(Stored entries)
--------------------

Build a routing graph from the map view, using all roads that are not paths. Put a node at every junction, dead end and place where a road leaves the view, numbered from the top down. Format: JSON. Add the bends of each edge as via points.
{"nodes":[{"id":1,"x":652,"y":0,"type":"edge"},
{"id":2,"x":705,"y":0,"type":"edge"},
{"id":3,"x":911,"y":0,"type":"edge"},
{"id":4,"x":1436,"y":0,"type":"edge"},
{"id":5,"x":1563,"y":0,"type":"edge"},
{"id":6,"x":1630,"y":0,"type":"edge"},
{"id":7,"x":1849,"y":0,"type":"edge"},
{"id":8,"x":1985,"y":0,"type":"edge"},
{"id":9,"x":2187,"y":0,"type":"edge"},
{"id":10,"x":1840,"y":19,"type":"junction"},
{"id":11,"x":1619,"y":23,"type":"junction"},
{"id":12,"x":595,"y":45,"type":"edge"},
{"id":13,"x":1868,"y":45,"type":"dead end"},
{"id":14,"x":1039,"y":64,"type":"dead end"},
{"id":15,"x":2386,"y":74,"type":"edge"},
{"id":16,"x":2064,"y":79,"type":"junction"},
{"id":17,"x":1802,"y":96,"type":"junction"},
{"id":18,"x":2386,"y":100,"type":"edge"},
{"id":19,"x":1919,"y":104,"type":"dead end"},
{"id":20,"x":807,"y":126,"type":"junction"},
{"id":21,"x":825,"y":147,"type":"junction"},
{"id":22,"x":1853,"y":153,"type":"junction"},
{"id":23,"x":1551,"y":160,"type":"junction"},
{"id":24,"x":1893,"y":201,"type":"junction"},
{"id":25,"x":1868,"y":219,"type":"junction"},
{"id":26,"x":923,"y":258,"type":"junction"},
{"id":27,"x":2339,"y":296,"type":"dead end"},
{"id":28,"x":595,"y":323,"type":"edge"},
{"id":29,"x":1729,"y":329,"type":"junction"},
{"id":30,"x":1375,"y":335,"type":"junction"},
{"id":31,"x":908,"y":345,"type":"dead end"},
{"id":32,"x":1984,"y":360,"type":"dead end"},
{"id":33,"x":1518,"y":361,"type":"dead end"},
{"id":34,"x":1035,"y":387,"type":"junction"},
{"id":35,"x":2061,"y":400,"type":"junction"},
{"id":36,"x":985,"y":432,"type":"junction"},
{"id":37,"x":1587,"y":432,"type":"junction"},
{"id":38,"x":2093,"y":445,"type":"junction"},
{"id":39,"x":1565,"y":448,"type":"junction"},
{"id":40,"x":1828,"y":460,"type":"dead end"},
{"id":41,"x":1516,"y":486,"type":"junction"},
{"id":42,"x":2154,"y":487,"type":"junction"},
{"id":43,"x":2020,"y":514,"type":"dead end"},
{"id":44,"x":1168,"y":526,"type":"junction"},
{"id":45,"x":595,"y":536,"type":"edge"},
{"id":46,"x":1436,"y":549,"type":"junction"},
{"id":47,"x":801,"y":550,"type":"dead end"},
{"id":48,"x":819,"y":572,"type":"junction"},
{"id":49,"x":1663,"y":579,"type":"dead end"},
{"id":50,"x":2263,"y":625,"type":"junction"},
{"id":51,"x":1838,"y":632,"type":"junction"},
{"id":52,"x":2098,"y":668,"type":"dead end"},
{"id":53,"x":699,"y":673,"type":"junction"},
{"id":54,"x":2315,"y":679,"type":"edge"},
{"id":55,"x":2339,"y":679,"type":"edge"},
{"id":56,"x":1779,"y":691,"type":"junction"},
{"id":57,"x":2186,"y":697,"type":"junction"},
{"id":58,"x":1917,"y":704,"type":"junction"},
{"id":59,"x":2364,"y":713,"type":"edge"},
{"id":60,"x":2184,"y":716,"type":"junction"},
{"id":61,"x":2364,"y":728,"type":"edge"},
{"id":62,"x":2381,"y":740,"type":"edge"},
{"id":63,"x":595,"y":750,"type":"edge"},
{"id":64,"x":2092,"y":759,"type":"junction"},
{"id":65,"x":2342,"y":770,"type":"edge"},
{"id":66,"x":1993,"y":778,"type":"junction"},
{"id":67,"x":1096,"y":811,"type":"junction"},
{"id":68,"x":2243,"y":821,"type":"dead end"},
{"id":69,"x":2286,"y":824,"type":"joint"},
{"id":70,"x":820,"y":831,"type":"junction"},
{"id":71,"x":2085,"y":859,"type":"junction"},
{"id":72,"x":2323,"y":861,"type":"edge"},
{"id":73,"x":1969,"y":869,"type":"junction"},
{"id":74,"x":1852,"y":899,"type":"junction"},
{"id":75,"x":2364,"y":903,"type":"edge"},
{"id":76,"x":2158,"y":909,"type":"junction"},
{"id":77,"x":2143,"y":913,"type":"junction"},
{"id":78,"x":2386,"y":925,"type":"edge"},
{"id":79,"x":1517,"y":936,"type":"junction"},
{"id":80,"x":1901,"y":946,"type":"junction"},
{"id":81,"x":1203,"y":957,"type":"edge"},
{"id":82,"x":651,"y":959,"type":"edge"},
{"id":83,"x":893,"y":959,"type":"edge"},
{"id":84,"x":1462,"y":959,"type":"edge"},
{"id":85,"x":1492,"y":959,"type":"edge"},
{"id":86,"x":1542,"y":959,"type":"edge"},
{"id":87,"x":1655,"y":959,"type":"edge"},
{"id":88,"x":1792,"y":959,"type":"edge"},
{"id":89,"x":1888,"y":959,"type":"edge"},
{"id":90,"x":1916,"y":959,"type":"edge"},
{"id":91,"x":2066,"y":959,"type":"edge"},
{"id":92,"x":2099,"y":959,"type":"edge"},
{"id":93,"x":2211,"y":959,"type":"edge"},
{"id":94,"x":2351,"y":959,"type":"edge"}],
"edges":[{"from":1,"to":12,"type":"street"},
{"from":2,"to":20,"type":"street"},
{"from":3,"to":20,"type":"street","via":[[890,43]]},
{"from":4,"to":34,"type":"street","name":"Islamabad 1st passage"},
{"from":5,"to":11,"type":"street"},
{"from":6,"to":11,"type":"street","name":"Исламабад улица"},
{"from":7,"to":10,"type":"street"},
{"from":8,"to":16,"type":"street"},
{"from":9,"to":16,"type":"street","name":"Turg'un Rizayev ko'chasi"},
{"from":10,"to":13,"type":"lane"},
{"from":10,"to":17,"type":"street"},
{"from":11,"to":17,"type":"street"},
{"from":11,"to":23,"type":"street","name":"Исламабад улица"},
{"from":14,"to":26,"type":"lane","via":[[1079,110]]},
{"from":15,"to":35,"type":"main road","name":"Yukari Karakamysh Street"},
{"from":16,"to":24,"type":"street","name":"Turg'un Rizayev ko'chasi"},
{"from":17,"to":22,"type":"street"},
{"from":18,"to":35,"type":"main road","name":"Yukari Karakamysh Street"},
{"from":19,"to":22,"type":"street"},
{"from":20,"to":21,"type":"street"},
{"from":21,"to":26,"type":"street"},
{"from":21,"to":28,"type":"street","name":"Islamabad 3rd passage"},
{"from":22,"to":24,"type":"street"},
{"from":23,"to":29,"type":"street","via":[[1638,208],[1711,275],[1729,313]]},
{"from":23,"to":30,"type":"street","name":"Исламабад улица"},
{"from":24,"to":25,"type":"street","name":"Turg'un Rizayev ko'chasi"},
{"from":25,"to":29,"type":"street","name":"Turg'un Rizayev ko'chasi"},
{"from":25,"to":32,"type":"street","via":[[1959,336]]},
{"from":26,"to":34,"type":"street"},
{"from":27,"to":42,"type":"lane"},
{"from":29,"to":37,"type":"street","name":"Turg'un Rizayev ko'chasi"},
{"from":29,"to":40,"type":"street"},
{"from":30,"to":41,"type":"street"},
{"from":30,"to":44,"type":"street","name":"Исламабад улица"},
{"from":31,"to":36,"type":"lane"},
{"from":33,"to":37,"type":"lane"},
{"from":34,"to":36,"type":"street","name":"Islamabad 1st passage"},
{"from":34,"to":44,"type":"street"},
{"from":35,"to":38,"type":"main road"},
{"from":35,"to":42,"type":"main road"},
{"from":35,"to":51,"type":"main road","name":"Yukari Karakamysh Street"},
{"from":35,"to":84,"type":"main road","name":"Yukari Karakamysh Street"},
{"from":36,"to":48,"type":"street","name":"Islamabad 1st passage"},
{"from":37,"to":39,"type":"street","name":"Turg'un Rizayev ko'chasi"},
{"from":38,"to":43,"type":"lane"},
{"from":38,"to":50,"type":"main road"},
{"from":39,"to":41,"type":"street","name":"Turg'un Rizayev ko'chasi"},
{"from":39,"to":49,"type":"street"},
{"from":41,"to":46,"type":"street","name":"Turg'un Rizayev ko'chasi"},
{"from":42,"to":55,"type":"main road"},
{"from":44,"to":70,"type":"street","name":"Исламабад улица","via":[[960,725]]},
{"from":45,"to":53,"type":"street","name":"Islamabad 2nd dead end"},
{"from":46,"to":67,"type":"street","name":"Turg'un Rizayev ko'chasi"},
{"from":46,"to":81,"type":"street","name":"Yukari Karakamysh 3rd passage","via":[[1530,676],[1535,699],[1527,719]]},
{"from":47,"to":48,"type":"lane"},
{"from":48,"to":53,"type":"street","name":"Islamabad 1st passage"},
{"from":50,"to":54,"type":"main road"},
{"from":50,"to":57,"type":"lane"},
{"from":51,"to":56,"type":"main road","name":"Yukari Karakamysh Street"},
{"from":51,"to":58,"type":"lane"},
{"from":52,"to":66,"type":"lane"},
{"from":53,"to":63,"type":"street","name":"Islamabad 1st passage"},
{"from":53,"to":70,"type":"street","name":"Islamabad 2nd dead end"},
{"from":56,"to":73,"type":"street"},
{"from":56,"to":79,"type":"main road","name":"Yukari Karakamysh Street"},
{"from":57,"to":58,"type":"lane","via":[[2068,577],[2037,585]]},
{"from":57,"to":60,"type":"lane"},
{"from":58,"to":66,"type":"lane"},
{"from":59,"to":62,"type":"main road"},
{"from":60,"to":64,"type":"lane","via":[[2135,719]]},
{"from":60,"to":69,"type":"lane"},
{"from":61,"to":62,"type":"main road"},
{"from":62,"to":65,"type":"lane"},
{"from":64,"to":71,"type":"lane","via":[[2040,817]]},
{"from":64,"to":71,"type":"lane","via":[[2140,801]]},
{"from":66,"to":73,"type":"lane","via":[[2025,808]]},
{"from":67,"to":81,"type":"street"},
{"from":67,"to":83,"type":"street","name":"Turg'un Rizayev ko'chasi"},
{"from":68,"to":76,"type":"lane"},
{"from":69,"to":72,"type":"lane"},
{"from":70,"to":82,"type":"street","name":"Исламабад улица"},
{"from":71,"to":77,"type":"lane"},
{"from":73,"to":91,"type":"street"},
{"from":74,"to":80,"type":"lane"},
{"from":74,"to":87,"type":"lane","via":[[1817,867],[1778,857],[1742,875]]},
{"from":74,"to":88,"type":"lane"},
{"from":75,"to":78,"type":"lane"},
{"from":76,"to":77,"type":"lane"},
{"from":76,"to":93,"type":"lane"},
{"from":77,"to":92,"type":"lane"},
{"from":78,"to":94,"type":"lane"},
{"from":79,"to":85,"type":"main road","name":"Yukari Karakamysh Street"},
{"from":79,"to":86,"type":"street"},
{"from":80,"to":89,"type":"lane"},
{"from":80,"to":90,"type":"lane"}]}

--------------------

**WHAT IS NEEDED:**
Look through the entries above. Copy each line in which the string "Yukari" occurs.

**RESULT:**
{"from":15,"to":35,"type":"main road","name":"Yukari Karakamysh Street"},
{"from":18,"to":35,"type":"main road","name":"Yukari Karakamysh Street"},
{"from":35,"to":51,"type":"main road","name":"Yukari Karakamysh Street"},
{"from":35,"to":84,"type":"main road","name":"Yukari Karakamysh Street"},
{"from":46,"to":81,"type":"street","name":"Yukari Karakamysh 3rd passage","via":[[1530,676],[1535,699],[1527,719]]},
{"from":51,"to":56,"type":"main road","name":"Yukari Karakamysh Street"},
{"from":56,"to":79,"type":"main road","name":"Yukari Karakamysh Street"},
{"from":79,"to":85,"type":"main road","name":"Yukari Karakamysh Street"},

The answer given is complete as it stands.